Augers extending out in front of the machine gnawing away at the hard pack without riding up, ground edge scraper blades and heavy front ends with lots of muscle to the machine could get the job done. The only thing missing from that era of blower is serrated augers.


----------



## LouC (Dec 5, 2016)

Our storm was just like that, a bit less snow 4-6" of heavy wet snow that seemed to ice over even before it stopped falling. The only way to attack it with my small Toro 3000 2 stroke is to take my sharpest snow shovel and break it up into chunks, it may take an hr or more just to do that but then I could blow it. While for most storms I don't really need a 2 stage and my narrow driveway with the cars in it makes most 2 stages too big to be practical, if I could find a 20-21" 2 stage that might be my next one. Most are just too wide for the way my property is. I considered a Snowmaster too but while its better than a normal single stage it still has some of the same drawbacks. The inabilty to cut through frozen over snow being the main one.


----------



## AbominableSnowman (Nov 14, 2016)

The Snowmaster certainly does have some of the drawbacks of a SS, but I found that the larger 252cc engine in the 824 does help to the extent the auger can break through the ice. The biggest difficulty for it is deep snows that start to melt (or are slushy) before refreezing. Of course, a small 2 stager isn't going to do extremely well in that, either, unless you've got a much more powerful engine and a front end weight (or saw blades for an auger). And if you've got those, then the 2 stage machine becomes a hassle to deal with in smaller snows.


----------



## JLawrence08648 (Jan 15, 2017)

LouC said:


> Our storm was just like that, a bit less snow 4-6" of heavy wet snow that seemed to ice over even before it stopped falling. The only way to attack it with my small Toro 3000 2 stroke is to take my sharpest snow shovel and break it up into chunks, it may take an hr or more just to do that but then I could blow it. While for most storms I don't really need a 2 stage and my narrow driveway with the cars in it makes most 2 stages too big to be practical, if I could find a 20-21" 2 stage that might be my next one. Most are just too wide for the way my property is. I considered a Snowmaster too but while its better than a normal single stage it still has some of the same drawbacks. The inabilty to cut through frozen over snow being the main one.
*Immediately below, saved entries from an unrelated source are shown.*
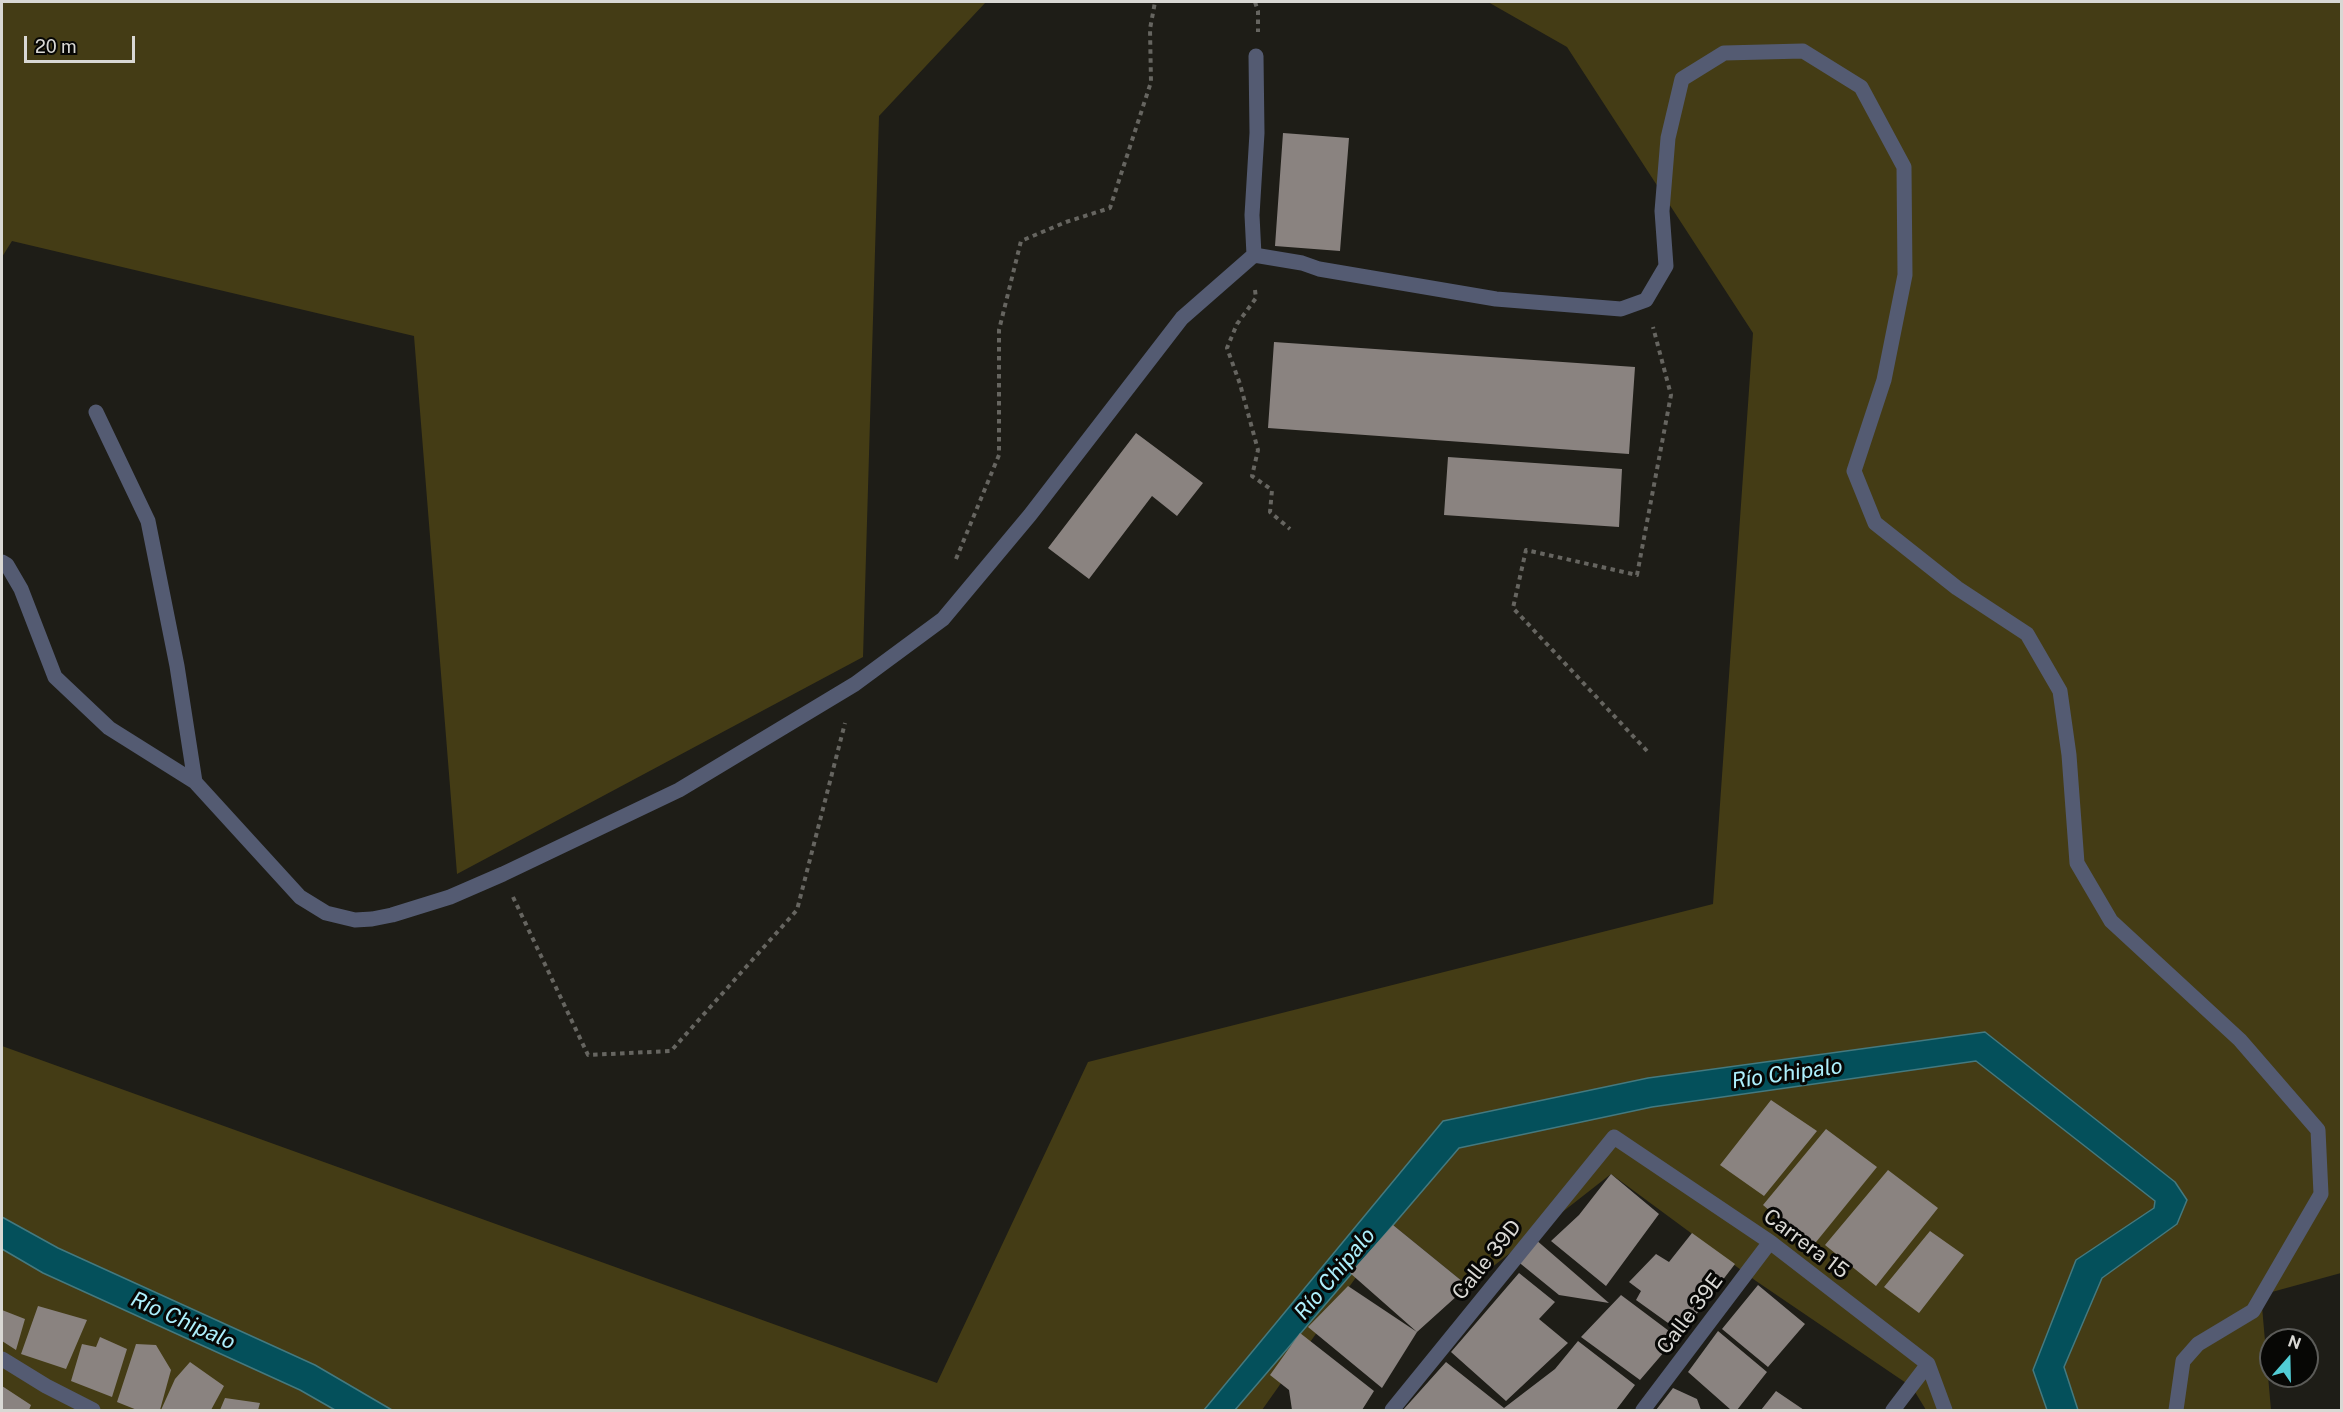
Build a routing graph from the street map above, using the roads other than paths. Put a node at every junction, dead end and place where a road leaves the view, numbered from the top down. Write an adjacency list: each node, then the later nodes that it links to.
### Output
1 (1256, 56): 2 (street)
2 (1254, 255): 5 (street); 15 (street)
3 (96, 412): 5 (street)
4 (2, 562): 5 (street)
5 (195, 782)
6 (1614, 1137): 7 (street, Carrera 15); 11 (street, Calle 39D)
7 (1770, 1242): 9 (street, Carrera 15); 12 (street, Calle 39E)
8 (2, 1359): 10 (street)
9 (1928, 1364): 13 (street); 14 (street)
10 (93, 1410)
11 (1392, 1410)
12 (1643, 1410)
13 (1893, 1410)
14 (1945, 1410)
15 (2176, 1410)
I don't know about every new machine today or in the past 20 yrs but in the 60s and 70s they had 3hp, 3 1/2hp, and I believe 4hp with 20" or 21" widths. Yardman Snowbird made a 5hp 21", picture of it is posted here under Snowbird. Look on eBay or Craigslist for these old machines. Not in all cases but most they are going to be lousy looking though some may not need any repairs and are in running condition.


----------



## JLawrence08648 (Jan 15, 2017)

DriverRider said:


> Machines of today are not built tough enough to handle that kind of hard packed snow, they would be flexing every which way. This is where an old school heavy duty thick steel, big transmission with over-built components could attack it.
> 
> Augers extending out in front of the machine gnawing away at the hard pack without riding up, ground edge scraper blades and heavy front ends with lots of muscle to the machine could get the job done. The only thing missing from that era of blower is serrated augers.


I do believe 100% the key to hard packed snow that you can stand on and the overnight EOD that you have to chop before you can blow, is to have the augers that extend beyond the housing.

If you have a second older machine, you may want to consider using a jig saw and cutting away 4"-6" of the front and sides of the auger housing in effect extending the auger out in front.

I picked up off the curb a 7hp 24" C3 Yardman Snowbird, not a real Snowbird, not a real Yardman, I believe this was when MTD bought them early on in the mid to late 70s. 

I wondered what I was going to do with this as the engine was blown. I wasn't sure what I was going to power it with, an 8hp Tecumseh I had sitting and waiting, or swap my Noma's 5hp with the 8hp and put the 5hp on the Yardman. I also wasn't sure if I was going to keep it, junk it, or sell it as it was old and I felt it was dangerous with the auger sticking out! So so dangerous but you can slip and get consumed by any auger.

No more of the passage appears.